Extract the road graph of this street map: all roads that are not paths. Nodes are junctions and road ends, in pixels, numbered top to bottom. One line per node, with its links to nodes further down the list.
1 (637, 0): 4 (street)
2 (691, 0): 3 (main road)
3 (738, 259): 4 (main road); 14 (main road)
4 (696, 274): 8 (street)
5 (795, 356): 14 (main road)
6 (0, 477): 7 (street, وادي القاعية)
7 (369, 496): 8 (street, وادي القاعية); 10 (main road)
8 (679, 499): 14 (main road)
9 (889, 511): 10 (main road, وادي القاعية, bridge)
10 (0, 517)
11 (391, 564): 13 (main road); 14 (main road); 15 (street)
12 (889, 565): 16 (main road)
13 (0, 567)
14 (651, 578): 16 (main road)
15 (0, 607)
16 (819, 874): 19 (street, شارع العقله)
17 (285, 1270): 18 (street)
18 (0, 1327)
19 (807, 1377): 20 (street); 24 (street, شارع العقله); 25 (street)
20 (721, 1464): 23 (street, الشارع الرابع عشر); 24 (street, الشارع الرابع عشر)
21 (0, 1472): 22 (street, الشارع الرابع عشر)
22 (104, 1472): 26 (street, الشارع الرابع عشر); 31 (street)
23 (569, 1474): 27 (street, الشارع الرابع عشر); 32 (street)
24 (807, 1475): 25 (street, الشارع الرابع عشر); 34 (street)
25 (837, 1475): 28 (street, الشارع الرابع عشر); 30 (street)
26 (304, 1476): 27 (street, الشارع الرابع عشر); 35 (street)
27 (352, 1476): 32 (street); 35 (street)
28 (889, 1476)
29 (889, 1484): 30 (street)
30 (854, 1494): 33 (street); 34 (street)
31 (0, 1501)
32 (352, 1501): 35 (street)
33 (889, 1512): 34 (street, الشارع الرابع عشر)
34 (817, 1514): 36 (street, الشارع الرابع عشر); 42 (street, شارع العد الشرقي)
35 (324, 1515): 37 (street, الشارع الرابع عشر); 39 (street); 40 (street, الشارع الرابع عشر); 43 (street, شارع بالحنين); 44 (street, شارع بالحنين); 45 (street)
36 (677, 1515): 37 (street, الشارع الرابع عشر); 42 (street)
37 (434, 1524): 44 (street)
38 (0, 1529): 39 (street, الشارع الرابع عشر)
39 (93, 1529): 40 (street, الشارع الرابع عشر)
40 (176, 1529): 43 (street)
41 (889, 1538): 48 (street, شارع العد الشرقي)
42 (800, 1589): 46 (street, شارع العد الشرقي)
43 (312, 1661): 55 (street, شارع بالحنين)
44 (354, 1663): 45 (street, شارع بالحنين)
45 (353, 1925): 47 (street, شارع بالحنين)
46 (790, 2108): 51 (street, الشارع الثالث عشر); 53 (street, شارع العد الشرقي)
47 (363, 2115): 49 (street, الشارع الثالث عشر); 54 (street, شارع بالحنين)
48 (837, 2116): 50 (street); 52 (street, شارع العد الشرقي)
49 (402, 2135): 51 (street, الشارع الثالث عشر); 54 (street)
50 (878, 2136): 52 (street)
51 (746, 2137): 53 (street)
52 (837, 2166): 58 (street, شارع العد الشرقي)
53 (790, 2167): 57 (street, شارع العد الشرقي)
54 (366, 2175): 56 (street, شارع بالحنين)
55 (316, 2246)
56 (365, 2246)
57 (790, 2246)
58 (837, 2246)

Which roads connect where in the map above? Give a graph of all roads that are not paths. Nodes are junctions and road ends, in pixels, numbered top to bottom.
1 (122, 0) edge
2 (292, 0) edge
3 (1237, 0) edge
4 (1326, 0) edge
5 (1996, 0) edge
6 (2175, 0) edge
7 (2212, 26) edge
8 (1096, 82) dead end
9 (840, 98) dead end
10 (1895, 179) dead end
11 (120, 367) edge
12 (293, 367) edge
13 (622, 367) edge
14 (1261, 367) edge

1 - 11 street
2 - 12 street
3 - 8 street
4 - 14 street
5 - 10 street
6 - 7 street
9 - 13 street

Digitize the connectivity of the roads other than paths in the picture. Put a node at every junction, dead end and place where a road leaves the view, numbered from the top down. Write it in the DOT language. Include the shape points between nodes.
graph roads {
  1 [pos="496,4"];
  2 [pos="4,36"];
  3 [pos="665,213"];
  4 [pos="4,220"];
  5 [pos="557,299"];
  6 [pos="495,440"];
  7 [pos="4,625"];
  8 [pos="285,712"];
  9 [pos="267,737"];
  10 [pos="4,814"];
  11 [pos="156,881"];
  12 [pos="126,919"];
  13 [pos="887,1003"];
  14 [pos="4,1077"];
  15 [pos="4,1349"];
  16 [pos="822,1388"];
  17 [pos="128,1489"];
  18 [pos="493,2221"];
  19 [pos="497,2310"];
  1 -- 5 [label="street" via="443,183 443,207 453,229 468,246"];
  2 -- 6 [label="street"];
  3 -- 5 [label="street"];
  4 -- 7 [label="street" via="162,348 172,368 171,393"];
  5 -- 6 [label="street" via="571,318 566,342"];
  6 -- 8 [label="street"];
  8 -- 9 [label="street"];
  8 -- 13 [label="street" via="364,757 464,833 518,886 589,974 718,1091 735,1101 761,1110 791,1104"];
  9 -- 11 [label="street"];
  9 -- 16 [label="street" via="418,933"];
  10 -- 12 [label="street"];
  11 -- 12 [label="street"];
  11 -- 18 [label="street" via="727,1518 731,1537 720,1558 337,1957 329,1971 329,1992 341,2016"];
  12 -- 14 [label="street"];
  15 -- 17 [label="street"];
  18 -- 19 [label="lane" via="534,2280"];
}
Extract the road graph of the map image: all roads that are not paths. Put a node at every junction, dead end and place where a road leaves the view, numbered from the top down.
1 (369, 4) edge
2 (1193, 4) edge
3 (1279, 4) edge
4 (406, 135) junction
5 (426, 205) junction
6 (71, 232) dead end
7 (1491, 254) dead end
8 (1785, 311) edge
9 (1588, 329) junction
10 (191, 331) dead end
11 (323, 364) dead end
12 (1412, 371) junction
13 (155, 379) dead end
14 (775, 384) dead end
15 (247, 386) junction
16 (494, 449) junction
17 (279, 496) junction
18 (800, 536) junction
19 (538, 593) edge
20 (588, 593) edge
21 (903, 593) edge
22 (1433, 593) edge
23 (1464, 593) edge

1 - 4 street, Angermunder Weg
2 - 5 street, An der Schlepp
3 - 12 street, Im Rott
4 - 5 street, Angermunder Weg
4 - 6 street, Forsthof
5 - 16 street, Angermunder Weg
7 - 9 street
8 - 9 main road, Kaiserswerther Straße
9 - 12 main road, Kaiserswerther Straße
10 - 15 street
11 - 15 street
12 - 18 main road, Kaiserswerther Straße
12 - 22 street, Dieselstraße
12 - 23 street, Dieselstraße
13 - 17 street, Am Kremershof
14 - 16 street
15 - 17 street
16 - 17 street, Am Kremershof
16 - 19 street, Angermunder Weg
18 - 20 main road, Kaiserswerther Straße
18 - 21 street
+ + + + + + +
Provide a verbatim reproduction of all the records.

TASK RESPONSE -
Extract the road graph of this street map: all roads that are not paths. Nodes are junctions and road ends, in pixels, numbered top to bottom. One line per node, with its links to nodes further down the list.
1 (637, 0): 4 (street)
2 (691, 0): 3 (main road)
3 (738, 259): 4 (main road); 14 (main road)
4 (696, 274): 8 (street)
5 (795, 356): 14 (main road)
6 (0, 477): 7 (street, وادي القاعية)
7 (369, 496): 8 (street, وادي القاعية); 10 (main road)
8 (679, 499): 14 (main road)
9 (889, 511): 10 (main road, وادي القاعية, bridge)
10 (0, 517)
11 (391, 564): 13 (main road); 14 (main road); 15 (street)
12 (889, 565): 16 (main road)
13 (0, 567)
14 (651, 578): 16 (main road)
15 (0, 607)
16 (819, 874): 19 (street, شارع العقله)
17 (285, 1270): 18 (street)
18 (0, 1327)
19 (807, 1377): 20 (street); 24 (street, شارع العقله); 25 (street)
20 (721, 1464): 23 (street, الشارع الرابع عشر); 24 (street, الشارع الرابع عشر)
21 (0, 1472): 22 (street, الشارع الرابع عشر)
22 (104, 1472): 26 (street, الشارع الرابع عشر); 31 (street)
23 (569, 1474): 27 (street, الشارع الرابع عشر); 32 (street)
24 (807, 1475): 25 (street, الشارع الرابع عشر); 34 (street)
25 (837, 1475): 28 (street, الشارع الرابع عشر); 30 (street)
26 (304, 1476): 27 (street, الشارع الرابع عشر); 35 (street)
27 (352, 1476): 32 (street); 35 (street)
28 (889, 1476)
29 (889, 1484): 30 (street)
30 (854, 1494): 33 (street); 34 (street)
31 (0, 1501)
32 (352, 1501): 35 (street)
33 (889, 1512): 34 (street, الشارع الرابع عشر)
34 (817, 1514): 36 (street, الشارع الرابع عشر); 42 (street, شارع العد الشرقي)
35 (324, 1515): 37 (street, الشارع الرابع عشر); 39 (street); 40 (street, الشارع الرابع عشر); 43 (street, شارع بالحنين); 44 (street, شارع بالحنين); 45 (street)
36 (677, 1515): 37 (street, الشارع الرابع عشر); 42 (street)
37 (434, 1524): 44 (street)
38 (0, 1529): 39 (street, الشارع الرابع عشر)
39 (93, 1529): 40 (street, الشارع الرابع عشر)
40 (176, 1529): 43 (street)
41 (889, 1538): 48 (street, شارع العد الشرقي)
42 (800, 1589): 46 (street, شارع العد الشرقي)
43 (312, 1661): 55 (street, شارع بالحنين)
44 (354, 1663): 45 (street, شارع بالحنين)
45 (353, 1925): 47 (street, شارع بالحنين)
46 (790, 2108): 51 (street, الشارع الثالث عشر); 53 (street, شارع العد الشرقي)
47 (363, 2115): 49 (street, الشارع الثالث عشر); 54 (street, شارع بالحنين)
48 (837, 2116): 50 (street); 52 (street, شارع العد الشرقي)
49 (402, 2135): 51 (street, الشارع الثالث عشر); 54 (street)
50 (878, 2136): 52 (street)
51 (746, 2137): 53 (street)
52 (837, 2166): 58 (street, شارع العد الشرقي)
53 (790, 2167): 57 (street, شارع العد الشرقي)
54 (366, 2175): 56 (street, شارع بالحنين)
55 (316, 2246)
56 (365, 2246)
57 (790, 2246)
58 (837, 2246)

Which roads connect where in the map above? Give a graph of all roads that are not paths. Nodes are junctions and road ends, in pixels, numbered top to bottom.
1 (122, 0) edge
2 (292, 0) edge
3 (1237, 0) edge
4 (1326, 0) edge
5 (1996, 0) edge
6 (2175, 0) edge
7 (2212, 26) edge
8 (1096, 82) dead end
9 (840, 98) dead end
10 (1895, 179) dead end
11 (120, 367) edge
12 (293, 367) edge
13 (622, 367) edge
14 (1261, 367) edge

1 - 11 street
2 - 12 street
3 - 8 street
4 - 14 street
5 - 10 street
6 - 7 street
9 - 13 street

Digitize the connectivity of the roads other than paths in the picture. Put a node at every junction, dead end and place where a road leaves the view, numbered from the top down. Write it in the DOT language. Include the shape points between nodes.
graph roads {
  1 [pos="496,4"];
  2 [pos="4,36"];
  3 [pos="665,213"];
  4 [pos="4,220"];
  5 [pos="557,299"];
  6 [pos="495,440"];
  7 [pos="4,625"];
  8 [pos="285,712"];
  9 [pos="267,737"];
  10 [pos="4,814"];
  11 [pos="156,881"];
  12 [pos="126,919"];
  13 [pos="887,1003"];
  14 [pos="4,1077"];
  15 [pos="4,1349"];
  16 [pos="822,1388"];
  17 [pos="128,1489"];
  18 [pos="493,2221"];
  19 [pos="497,2310"];
  1 -- 5 [label="street" via="443,183 443,207 453,229 468,246"];
  2 -- 6 [label="street"];
  3 -- 5 [label="street"];
  4 -- 7 [label="street" via="162,348 172,368 171,393"];
  5 -- 6 [label="street" via="571,318 566,342"];
  6 -- 8 [label="street"];
  8 -- 9 [label="street"];
  8 -- 13 [label="street" via="364,757 464,833 518,886 589,974 718,1091 735,1101 761,1110 791,1104"];
  9 -- 11 [label="street"];
  9 -- 16 [label="street" via="418,933"];
  10 -- 12 [label="street"];
  11 -- 12 [label="street"];
  11 -- 18 [label="street" via="727,1518 731,1537 720,1558 337,1957 329,1971 329,1992 341,2016"];
  12 -- 14 [label="street"];
  15 -- 17 [label="street"];
  18 -- 19 [label="lane" via="534,2280"];
}
Extract the road graph of the map image: all roads that are not paths. Put a node at every junction, dead end and place where a road leaves the view, numbered from the top down.
1 (369, 4) edge
2 (1193, 4) edge
3 (1279, 4) edge
4 (406, 135) junction
5 (426, 205) junction
6 (71, 232) dead end
7 (1491, 254) dead end
8 (1785, 311) edge
9 (1588, 329) junction
10 (191, 331) dead end
11 (323, 364) dead end
12 (1412, 371) junction
13 (155, 379) dead end
14 (775, 384) dead end
15 (247, 386) junction
16 (494, 449) junction
17 (279, 496) junction
18 (800, 536) junction
19 (538, 593) edge
20 (588, 593) edge
21 (903, 593) edge
22 (1433, 593) edge
23 (1464, 593) edge

1 - 4 street, Angermunder Weg
2 - 5 street, An der Schlepp
3 - 12 street, Im Rott
4 - 5 street, Angermunder Weg
4 - 6 street, Forsthof
5 - 16 street, Angermunder Weg
7 - 9 street
8 - 9 main road, Kaiserswerther Straße
9 - 12 main road, Kaiserswerther Straße
10 - 15 street
11 - 15 street
12 - 18 main road, Kaiserswerther Straße
12 - 22 street, Dieselstraße
12 - 23 street, Dieselstraße
13 - 17 street, Am Kremershof
14 - 16 street
15 - 17 street
16 - 17 street, Am Kremershof
16 - 19 street, Angermunder Weg
18 - 20 main road, Kaiserswerther Straße
18 - 21 street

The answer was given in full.